Whether one who looked, did so carefully, is a question of fact. This has been held most frequently of late in the automobile cases. (See cases collected in 2 Cal.Jur. 10-Yr. Supp. p. 379.) And the rule is the same where the thing which threatens danger is a condition of property. (Sommerfield v. Miratti, 49 Cal. App. 2d 450 [121 P.2d 746], and cases there cited; also, other cased cited infra.)

The city argues that plaintiff must have known of the existence of the hole because she was familiar with the general condition of the gutter in the vicinity. Plaintiff testified that she did not know the hole was there, and this also must be accepted as a fact unless, as the city contends, she is chargeable with knowledge of it on the ground that in the exercise of ordinary care she would have learned that it was there. We [82 Cal. App. 2d 941] cannot agree with this argument.
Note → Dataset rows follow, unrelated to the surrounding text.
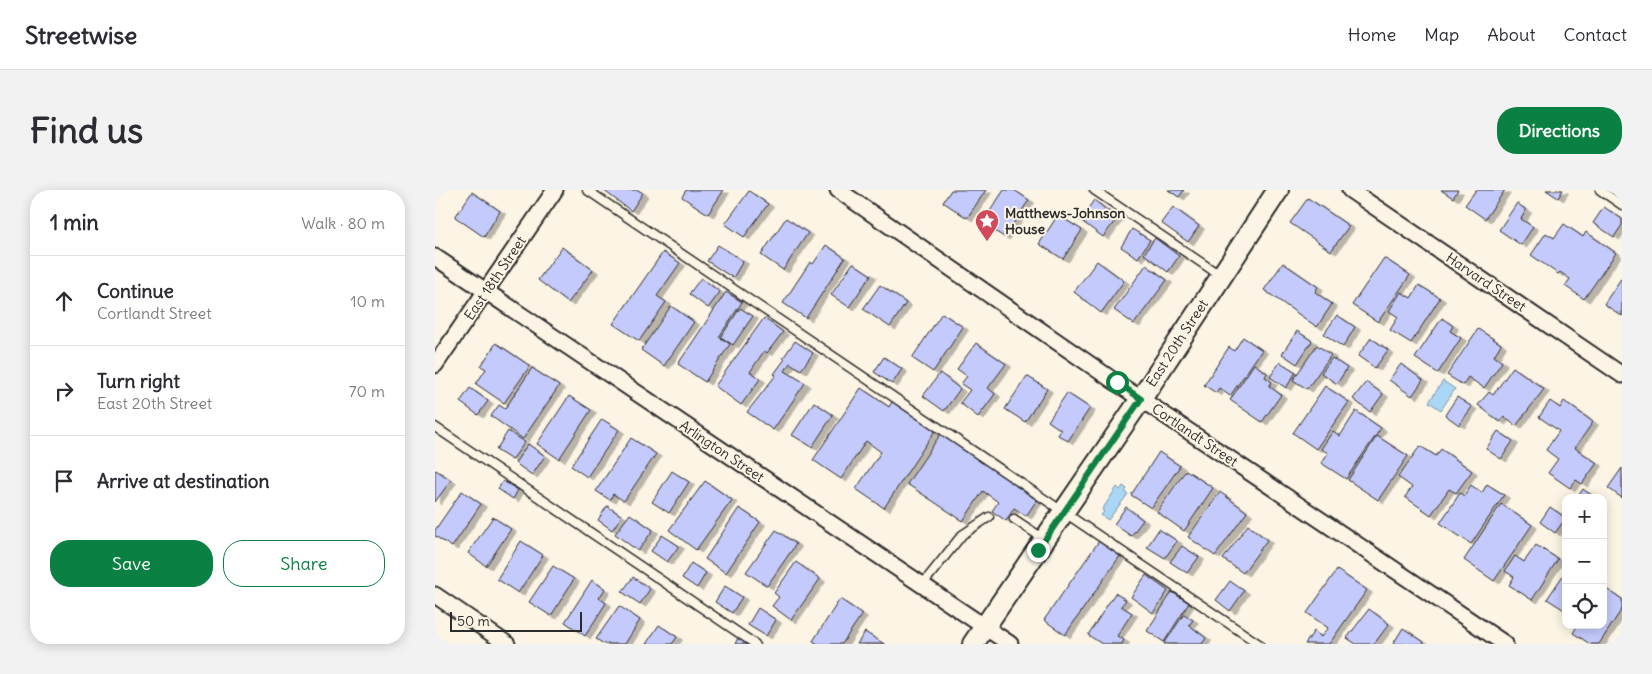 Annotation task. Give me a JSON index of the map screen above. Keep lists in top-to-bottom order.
{
  "streets": {
    "main road": ["East 20th Street"],
    "street": [
      "East 18th Street",
      "Harvard Street",
      "Cortlandt Street",
      "Arlington Street"
    ]
  },
  "crossings": [
    ["East 18th Street", "Arlington Street"],
    ["East 20th Street", "Cortlandt Street"],
    ["East 20th Street", "Arlington Street"]
  ],
  "places": {
    "place": ["Matthews-Johnson House"]
  },
  "scale_bar": "50 m",
  "page": {
    "header": "Streetwise",
    "nav": [
      "Home",
      "Map",
      "About",
      "Contact"
    ],
    "buttons": [
      "Directions",
      ["Save", "Share"]
    ],
    "title": "Find us",
    "heading": ["1 min", "Walk · 80 m"],
    "list": [
      ["Continue", "Cortlandt Street", "10 m"],
      ["Turn right", "East 20th Street", "70 m"],
      "Arrive at destination"
    ],
    "map_buttons": ["+", "−"],
    "scale": "50 m"
  }
}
While there was a general condition of erosion, there was no evidence that there was a generally dangerous condition, or that the erosion had left other holes such as the one in question. It was this hole, and not the condition of the gutter generally, that caused plaintiff's accident. The rule applicable here was stated in Ridge v. Boulder Creek etc. School Dist., 60 Cal. App. 2d 453, 460 [140 P.2d 990], as follows: "Knowledge that danger exists is not knowledge of the amount of the danger necessary to charge a person with negligence in assuming the risk caused by such danger. The doing of an act with appreciation of the amount of danger in addition to mere appreciation of the danger is necessary in order to say as a matter of law that a person is negligent." [7] Plaintiff was not chargeable with knowledge of the danger of the particular condition as a matter of law, merely because she had knowledge of the general condition of the surroundings. It is a question of fact whether her knowledge was such as to charge her with assumption of the risk. (Parker v. Manchester Hotel Co., 29 Cal. App. 2d 446, 454 [85 P.2d 152]; Skoglund v. Moore Dry-Dock Co., 11 Cal. App. 2d 287 [53 P.2d 1001]; De Graf v. Anglo California Nat. Bank, 14 Cal. 2d 87 [92 P.2d 899]; Young v. Bates Valve Bag Corp., 52 Cal. App. 2d 86 [125 P.2d 840]; Lay v. Pacific Perforating Co., 62 Cal. App. 2d 233 [144 P.2d 395]; Locke v. Red River Lumber Co., 65 Cal. App. 2d 322 [150 P.2d 506]; Miller v. Pacific Constructors, 68 Cal. App. 2d 529, 540 [157 P.2d 57]; McStay v. Citizens Nat. T. & S. Bank, 5 Cal. App. 2d 595 [43 P.2d 560].)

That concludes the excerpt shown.